Source information =

=-=-=-=-=

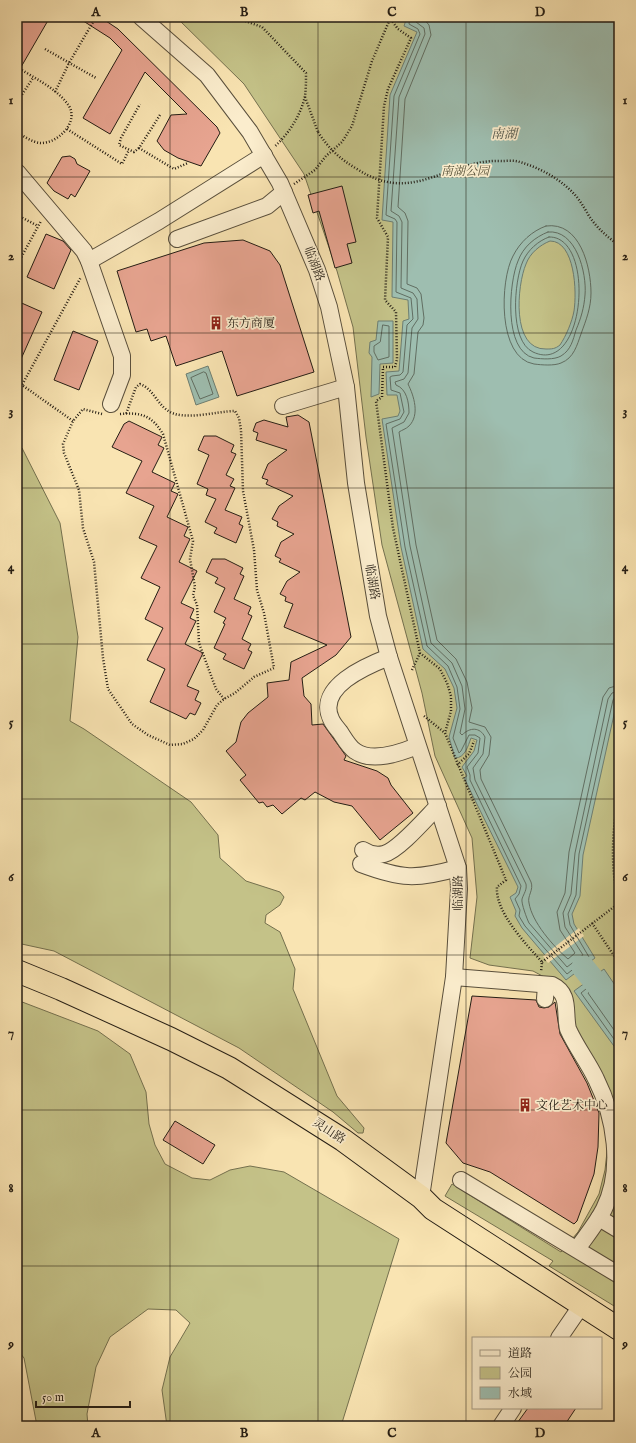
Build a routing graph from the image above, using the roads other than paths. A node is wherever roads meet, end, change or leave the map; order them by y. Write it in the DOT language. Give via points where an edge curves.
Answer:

=-=-=-=-=

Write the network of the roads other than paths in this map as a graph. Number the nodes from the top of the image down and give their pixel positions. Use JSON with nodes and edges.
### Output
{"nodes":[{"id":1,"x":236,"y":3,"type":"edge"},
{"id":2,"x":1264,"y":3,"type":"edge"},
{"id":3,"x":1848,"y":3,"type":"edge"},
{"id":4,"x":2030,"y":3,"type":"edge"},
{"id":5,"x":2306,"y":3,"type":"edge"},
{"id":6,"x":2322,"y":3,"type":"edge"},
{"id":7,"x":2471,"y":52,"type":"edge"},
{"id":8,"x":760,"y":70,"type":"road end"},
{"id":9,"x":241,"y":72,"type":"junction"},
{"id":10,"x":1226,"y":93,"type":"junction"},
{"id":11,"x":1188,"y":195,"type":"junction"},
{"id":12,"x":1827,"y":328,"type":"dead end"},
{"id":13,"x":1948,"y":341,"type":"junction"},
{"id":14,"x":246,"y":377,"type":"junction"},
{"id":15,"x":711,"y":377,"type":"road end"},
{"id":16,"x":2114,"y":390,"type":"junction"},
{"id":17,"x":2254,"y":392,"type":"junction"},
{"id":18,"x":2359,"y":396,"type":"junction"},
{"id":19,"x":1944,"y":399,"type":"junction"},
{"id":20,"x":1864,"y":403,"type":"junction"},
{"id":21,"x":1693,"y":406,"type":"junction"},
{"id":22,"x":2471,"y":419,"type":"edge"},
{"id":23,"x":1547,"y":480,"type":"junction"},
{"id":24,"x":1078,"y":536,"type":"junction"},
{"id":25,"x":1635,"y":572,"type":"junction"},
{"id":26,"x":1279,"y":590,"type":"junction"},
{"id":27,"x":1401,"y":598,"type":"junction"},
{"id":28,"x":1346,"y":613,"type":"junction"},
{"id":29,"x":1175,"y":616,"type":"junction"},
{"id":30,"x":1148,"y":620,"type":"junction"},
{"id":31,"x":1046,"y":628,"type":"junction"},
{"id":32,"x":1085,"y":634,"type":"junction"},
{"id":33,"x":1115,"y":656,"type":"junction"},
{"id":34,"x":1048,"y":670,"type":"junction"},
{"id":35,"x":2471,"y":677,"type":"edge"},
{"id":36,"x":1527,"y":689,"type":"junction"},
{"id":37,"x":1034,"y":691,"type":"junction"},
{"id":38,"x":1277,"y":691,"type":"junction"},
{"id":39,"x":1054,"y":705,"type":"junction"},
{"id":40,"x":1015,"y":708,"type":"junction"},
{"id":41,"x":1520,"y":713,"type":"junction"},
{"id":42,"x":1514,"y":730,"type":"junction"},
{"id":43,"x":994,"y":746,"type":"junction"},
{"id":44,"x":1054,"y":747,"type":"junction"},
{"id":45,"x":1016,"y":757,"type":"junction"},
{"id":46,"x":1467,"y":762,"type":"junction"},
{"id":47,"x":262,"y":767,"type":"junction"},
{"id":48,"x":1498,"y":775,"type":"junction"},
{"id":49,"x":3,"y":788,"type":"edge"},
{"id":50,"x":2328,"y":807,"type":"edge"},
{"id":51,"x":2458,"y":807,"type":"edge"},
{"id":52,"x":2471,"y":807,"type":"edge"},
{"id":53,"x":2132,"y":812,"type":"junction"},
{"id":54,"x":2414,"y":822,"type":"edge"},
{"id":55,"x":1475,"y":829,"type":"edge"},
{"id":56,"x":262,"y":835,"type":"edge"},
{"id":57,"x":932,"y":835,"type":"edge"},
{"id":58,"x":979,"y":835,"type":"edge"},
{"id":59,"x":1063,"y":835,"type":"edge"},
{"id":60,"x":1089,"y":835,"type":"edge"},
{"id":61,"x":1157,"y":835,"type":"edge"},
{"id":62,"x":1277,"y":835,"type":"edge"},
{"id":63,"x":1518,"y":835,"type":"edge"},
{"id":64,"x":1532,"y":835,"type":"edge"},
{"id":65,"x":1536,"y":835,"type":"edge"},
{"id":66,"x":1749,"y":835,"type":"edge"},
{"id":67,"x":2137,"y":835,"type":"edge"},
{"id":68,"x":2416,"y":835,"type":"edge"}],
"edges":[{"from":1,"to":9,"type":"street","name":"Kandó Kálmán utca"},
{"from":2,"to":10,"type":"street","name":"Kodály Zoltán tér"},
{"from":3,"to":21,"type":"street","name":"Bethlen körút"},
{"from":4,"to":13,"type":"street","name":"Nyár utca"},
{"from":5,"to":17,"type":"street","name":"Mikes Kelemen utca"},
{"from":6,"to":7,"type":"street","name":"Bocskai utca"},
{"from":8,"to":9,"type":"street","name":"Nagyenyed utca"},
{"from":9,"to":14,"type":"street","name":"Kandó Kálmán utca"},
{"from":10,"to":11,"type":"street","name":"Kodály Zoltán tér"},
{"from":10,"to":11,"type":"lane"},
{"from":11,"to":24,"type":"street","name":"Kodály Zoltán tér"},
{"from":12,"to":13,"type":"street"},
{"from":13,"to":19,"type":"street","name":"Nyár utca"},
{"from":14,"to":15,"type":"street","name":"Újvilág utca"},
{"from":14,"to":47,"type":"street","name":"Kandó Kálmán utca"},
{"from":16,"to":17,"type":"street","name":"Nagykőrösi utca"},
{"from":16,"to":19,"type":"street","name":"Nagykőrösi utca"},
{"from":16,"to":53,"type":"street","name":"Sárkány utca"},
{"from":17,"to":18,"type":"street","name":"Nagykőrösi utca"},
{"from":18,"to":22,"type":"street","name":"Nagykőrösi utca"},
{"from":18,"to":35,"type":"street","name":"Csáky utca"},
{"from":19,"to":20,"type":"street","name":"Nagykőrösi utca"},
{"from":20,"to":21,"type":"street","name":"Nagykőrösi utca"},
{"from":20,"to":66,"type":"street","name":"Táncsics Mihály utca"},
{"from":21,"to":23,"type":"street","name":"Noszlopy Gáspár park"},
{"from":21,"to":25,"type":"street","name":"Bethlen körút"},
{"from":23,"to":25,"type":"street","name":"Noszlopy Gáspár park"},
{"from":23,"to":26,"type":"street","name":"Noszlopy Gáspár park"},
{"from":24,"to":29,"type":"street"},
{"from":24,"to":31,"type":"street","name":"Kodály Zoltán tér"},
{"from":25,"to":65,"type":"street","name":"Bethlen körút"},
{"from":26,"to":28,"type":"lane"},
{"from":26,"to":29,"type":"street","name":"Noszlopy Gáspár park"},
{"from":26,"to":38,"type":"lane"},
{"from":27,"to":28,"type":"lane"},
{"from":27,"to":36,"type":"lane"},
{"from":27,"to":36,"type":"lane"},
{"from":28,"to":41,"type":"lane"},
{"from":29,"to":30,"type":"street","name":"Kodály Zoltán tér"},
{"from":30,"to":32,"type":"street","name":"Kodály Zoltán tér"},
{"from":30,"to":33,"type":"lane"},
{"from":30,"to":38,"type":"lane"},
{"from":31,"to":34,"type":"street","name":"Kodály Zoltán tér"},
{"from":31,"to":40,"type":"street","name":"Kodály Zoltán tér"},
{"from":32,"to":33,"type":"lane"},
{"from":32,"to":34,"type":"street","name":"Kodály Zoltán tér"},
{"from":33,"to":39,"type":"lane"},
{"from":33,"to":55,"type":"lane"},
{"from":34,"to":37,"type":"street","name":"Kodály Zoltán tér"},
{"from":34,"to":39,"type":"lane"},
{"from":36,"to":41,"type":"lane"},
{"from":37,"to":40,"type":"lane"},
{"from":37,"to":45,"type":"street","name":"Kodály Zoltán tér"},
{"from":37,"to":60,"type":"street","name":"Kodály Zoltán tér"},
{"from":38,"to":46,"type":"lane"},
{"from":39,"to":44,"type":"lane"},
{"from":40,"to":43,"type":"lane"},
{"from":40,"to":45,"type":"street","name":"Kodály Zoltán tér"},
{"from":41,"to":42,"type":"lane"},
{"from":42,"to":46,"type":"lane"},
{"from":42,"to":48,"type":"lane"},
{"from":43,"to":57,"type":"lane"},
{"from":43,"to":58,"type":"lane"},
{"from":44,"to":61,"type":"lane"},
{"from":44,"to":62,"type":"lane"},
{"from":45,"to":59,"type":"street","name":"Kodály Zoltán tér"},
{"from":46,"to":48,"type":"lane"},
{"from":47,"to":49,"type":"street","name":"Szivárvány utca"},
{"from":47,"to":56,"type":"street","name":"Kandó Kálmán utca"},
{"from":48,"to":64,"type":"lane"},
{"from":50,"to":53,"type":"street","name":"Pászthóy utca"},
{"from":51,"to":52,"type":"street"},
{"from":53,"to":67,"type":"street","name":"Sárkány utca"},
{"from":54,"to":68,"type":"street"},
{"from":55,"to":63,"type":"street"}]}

=-=-=-=-=

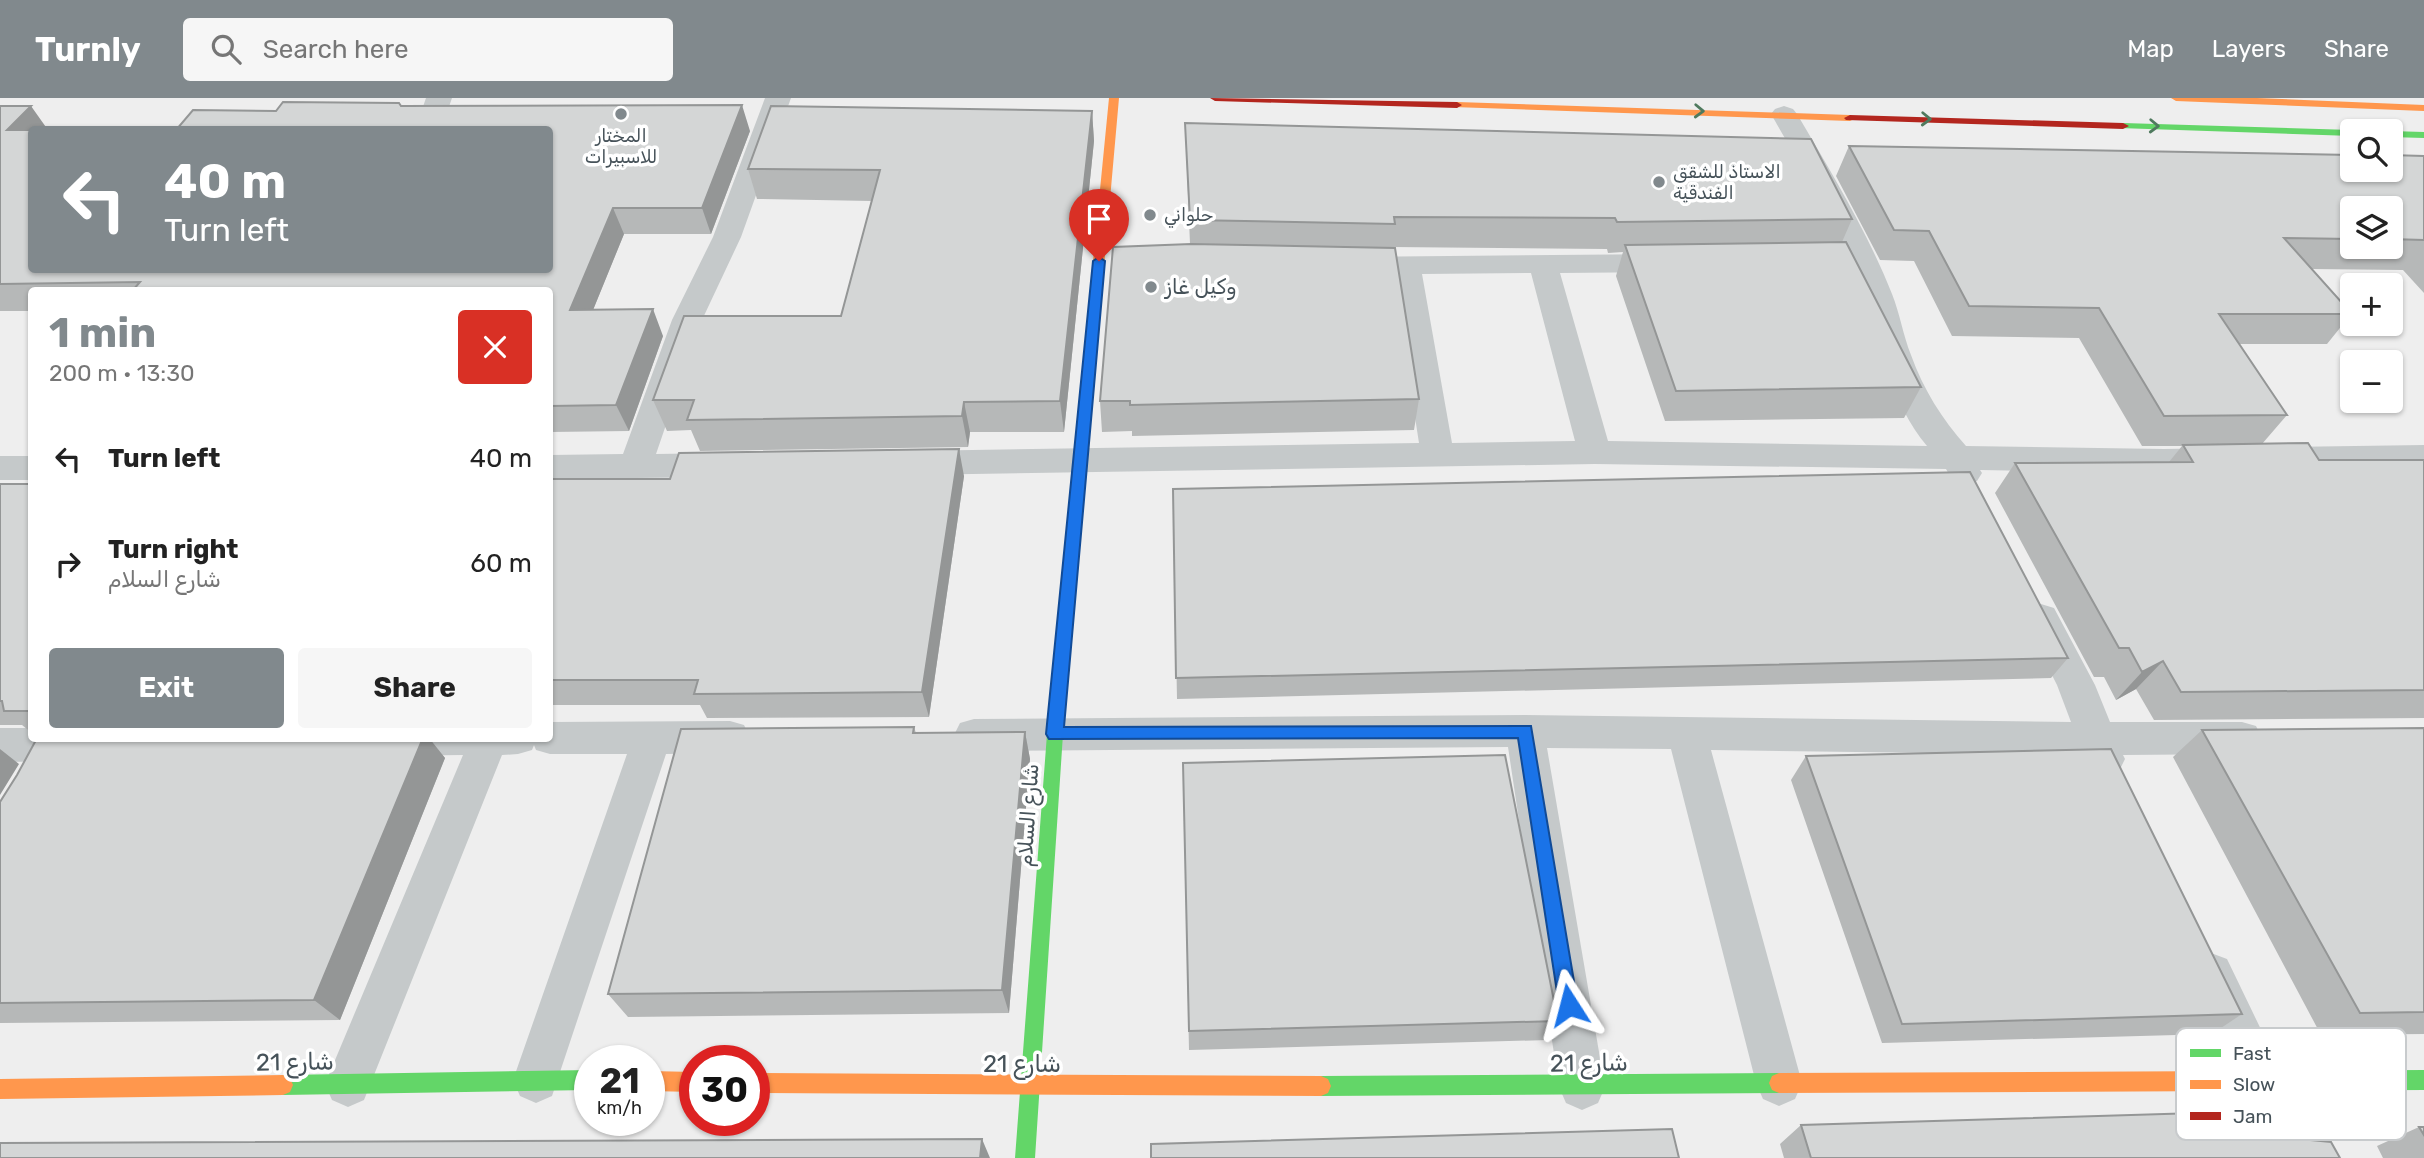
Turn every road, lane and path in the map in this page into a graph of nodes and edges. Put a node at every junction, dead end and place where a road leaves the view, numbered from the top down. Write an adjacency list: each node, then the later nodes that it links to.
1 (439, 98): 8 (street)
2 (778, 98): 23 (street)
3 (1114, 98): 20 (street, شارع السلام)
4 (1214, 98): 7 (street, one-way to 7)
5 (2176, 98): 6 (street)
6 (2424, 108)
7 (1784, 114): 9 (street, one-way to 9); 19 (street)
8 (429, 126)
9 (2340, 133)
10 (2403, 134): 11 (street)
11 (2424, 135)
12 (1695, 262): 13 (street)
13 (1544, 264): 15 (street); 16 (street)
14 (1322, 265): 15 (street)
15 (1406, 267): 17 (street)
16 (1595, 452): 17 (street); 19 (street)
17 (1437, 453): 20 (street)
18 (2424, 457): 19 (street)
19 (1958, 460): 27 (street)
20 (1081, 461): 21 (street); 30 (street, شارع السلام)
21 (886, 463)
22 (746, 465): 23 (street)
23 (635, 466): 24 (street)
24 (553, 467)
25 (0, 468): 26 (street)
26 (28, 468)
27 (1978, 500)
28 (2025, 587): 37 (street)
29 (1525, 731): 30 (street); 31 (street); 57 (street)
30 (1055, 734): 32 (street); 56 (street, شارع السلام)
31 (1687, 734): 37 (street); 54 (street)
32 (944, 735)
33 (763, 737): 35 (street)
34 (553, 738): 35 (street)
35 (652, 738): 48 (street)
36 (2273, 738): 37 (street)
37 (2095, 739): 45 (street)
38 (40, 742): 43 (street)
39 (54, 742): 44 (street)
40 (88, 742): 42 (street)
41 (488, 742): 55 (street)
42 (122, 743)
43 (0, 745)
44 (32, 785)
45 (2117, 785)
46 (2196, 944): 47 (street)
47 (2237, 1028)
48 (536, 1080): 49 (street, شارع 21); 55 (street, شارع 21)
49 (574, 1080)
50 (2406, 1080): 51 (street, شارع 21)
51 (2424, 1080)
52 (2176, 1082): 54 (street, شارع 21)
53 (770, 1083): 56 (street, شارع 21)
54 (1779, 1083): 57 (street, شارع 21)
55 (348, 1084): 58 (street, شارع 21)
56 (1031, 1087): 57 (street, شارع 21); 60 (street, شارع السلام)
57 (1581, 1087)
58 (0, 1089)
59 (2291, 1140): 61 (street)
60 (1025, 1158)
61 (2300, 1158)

=-=-=-=-=

Your assignment = Scan the entries above. Copy each line that has the string "other".

Reply =
Build a routing graph from the image above, using the roads other than paths. A node is wherever roads meet, end, change or leave the map; order them by y. Write it in the DOT language. Give via points where an edge curves.
Write the network of the roads other than paths in this map as a graph. Number the nodes from the top of the image down and give their pixel positions. Use JSON with nodes and edges.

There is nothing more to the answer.